TASK OBJECTIVE – Working from the line that contains "Draw a box around" down to the last line below, repeat each line exactly.

DATA RECORDS –
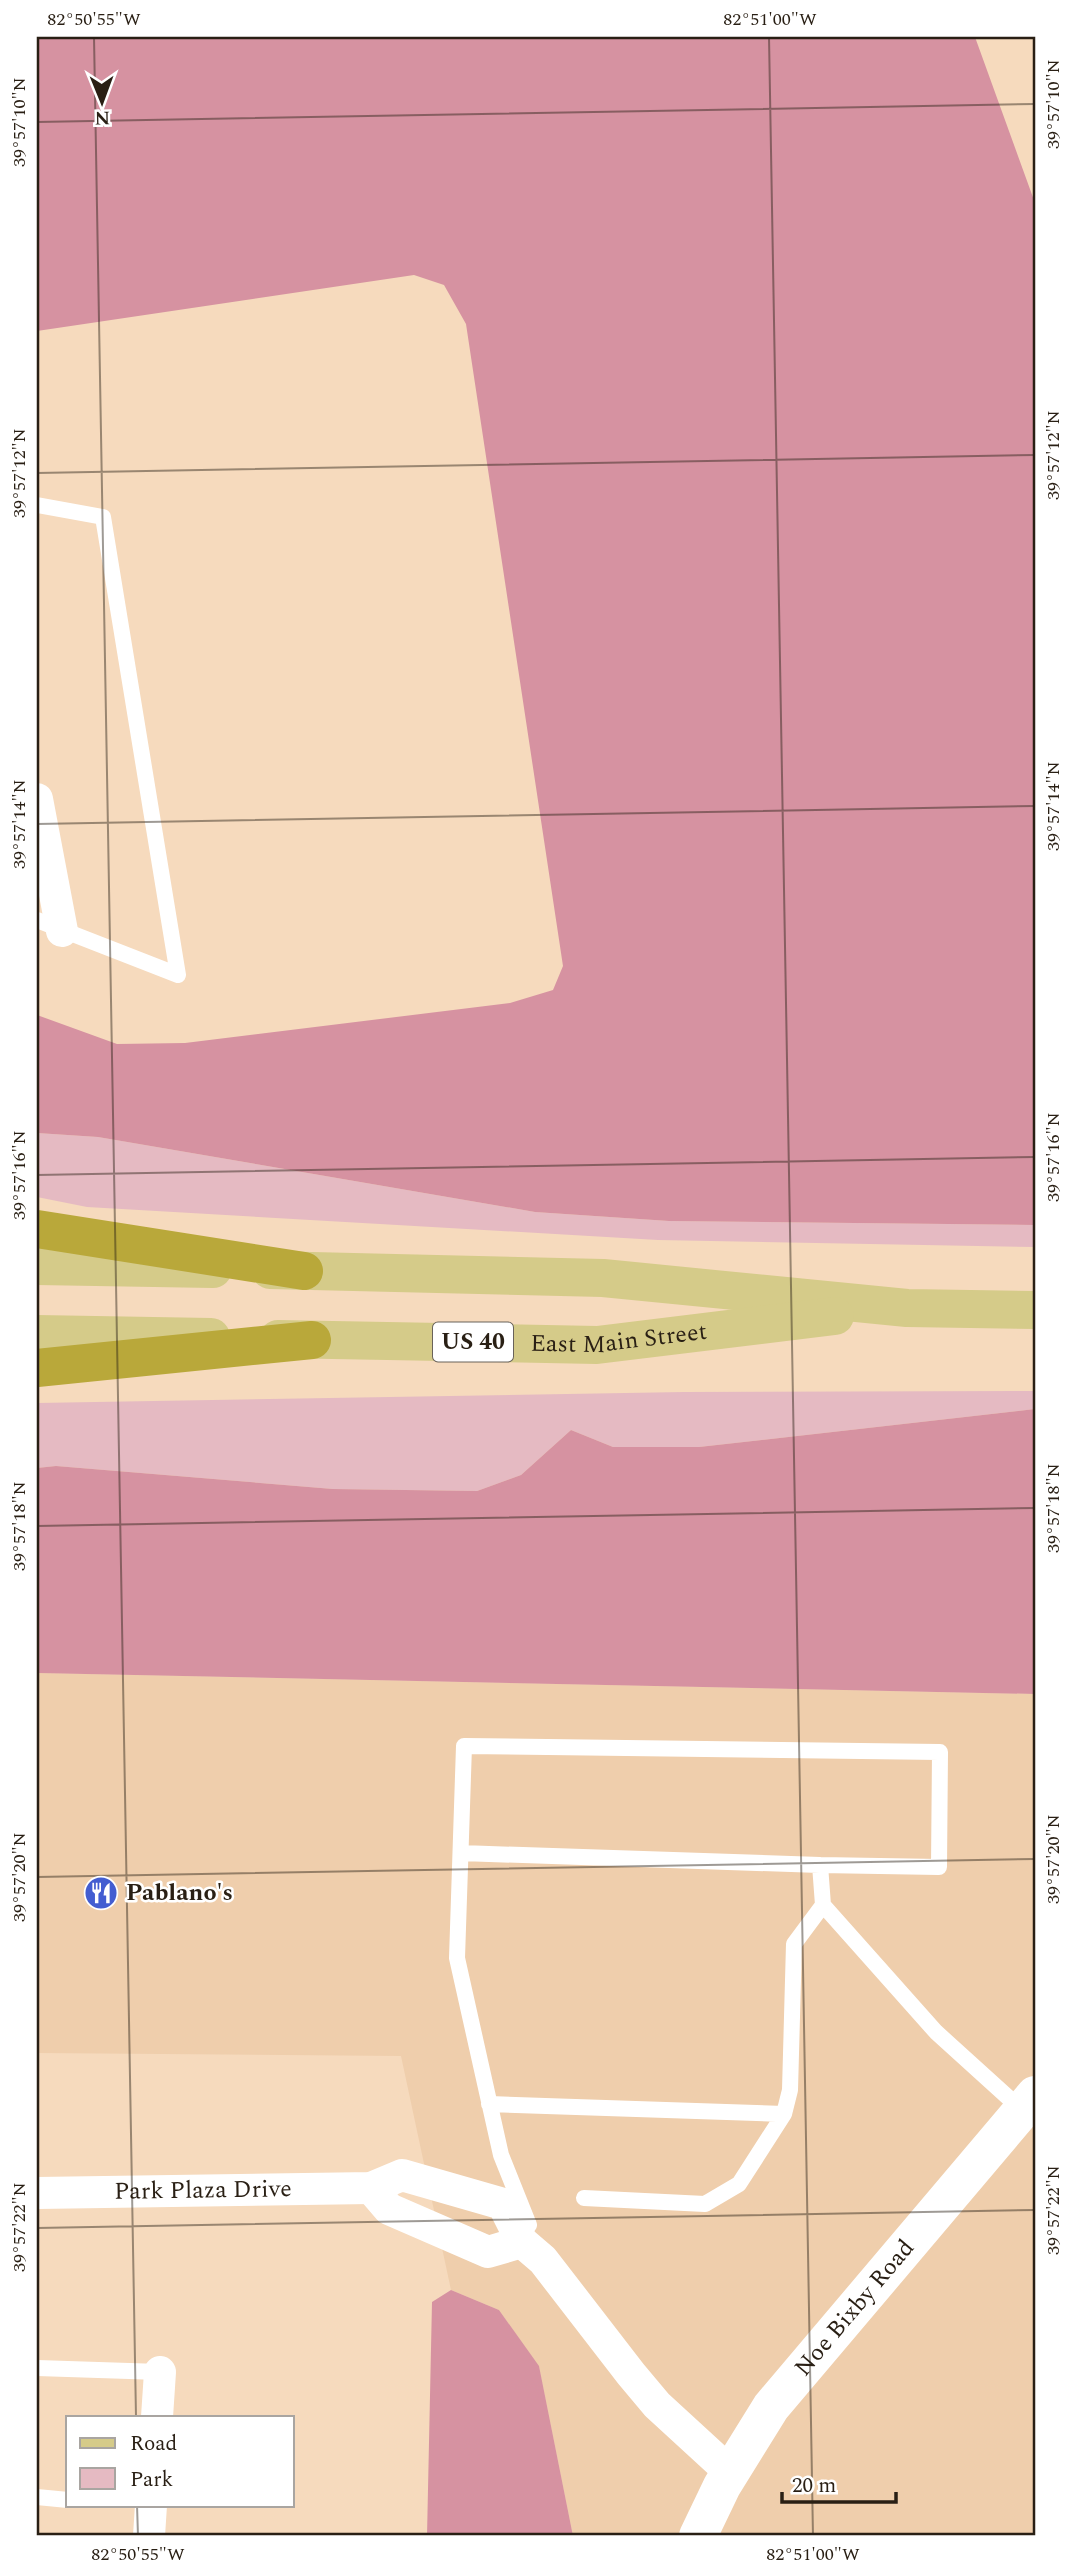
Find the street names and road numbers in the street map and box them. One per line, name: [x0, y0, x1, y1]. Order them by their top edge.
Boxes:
street label: East Main Street: [530, 1314, 709, 1363]
road number: US 40: [433, 1322, 513, 1362]
street label: Park Plaza Drive: [114, 2171, 292, 2210]
street label: Noe Bixby Road: [786, 2232, 923, 2385]

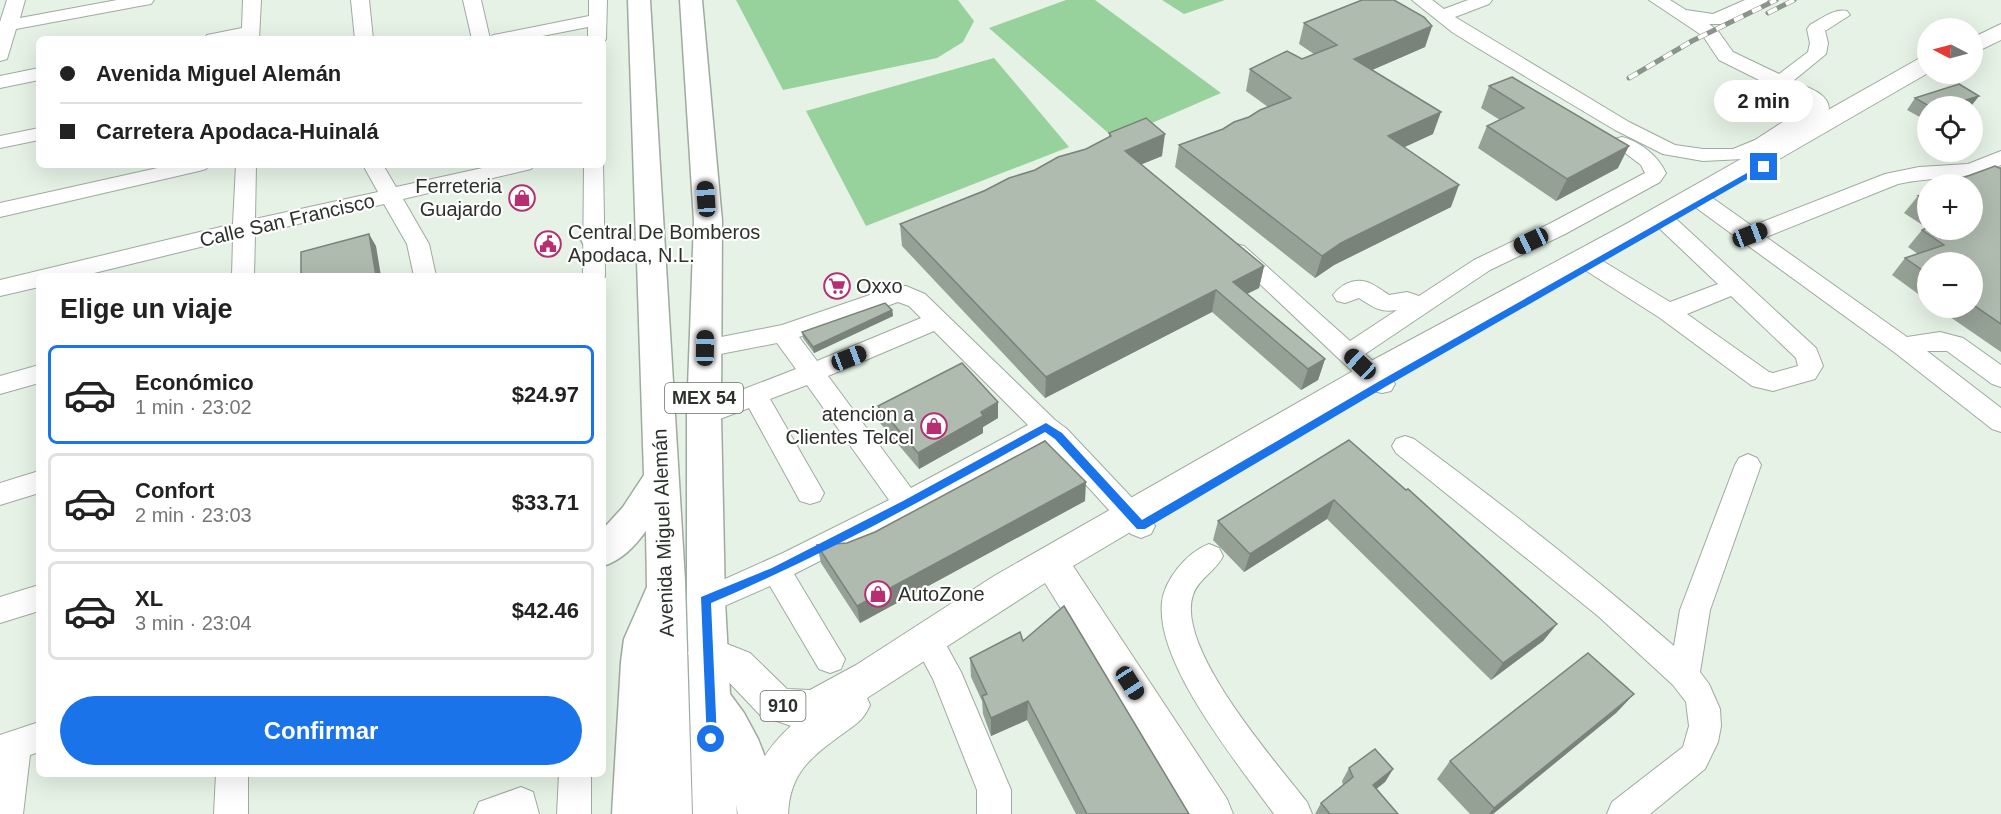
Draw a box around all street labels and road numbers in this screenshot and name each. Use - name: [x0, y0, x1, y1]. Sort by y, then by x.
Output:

EXPECTED OUTPUT –
Draw a box around all street labels and road numbers in this screenshot and name each. Use - name: [x0, y0, x1, y1]. Sort by y, then by x.
Output:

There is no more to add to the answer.